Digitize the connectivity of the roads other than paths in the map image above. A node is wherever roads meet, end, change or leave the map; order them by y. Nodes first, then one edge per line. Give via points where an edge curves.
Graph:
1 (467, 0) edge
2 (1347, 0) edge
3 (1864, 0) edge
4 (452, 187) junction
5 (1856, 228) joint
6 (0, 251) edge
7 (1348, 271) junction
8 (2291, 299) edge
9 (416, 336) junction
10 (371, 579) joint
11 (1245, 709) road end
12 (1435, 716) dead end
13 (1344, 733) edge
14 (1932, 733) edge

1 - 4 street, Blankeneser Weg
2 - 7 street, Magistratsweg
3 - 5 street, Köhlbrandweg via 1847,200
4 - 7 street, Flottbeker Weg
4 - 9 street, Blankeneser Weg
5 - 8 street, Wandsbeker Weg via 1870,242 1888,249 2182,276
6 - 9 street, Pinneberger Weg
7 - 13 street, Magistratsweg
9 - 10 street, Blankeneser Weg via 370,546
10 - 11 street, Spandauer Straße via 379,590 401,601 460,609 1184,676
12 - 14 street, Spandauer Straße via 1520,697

───

YOUR TASK:
Each entry above is to be repeated exactly as it appears.

RESULT OF THIS TASK:
Digitize the connectivity of the roads other than paths in the map image above. A node is wherever roads meet, end, change or leave the map; order them by y. Nodes first, then one edge per line. Give via points where an edge curves.
Graph:
1 (467, 0) edge
2 (1347, 0) edge
3 (1864, 0) edge
4 (452, 187) junction
5 (1856, 228) joint
6 (0, 251) edge
7 (1348, 271) junction
8 (2291, 299) edge
9 (416, 336) junction
10 (371, 579) joint
11 (1245, 709) road end
12 (1435, 716) dead end
13 (1344, 733) edge
14 (1932, 733) edge

1 - 4 street, Blankeneser Weg
2 - 7 street, Magistratsweg
3 - 5 street, Köhlbrandweg via 1847,200
4 - 7 street, Flottbeker Weg
4 - 9 street, Blankeneser Weg
5 - 8 street, Wandsbeker Weg via 1870,242 1888,249 2182,276
6 - 9 street, Pinneberger Weg
7 - 13 street, Magistratsweg
9 - 10 street, Blankeneser Weg via 370,546
10 - 11 street, Spandauer Straße via 379,590 401,601 460,609 1184,676
12 - 14 street, Spandauer Straße via 1520,697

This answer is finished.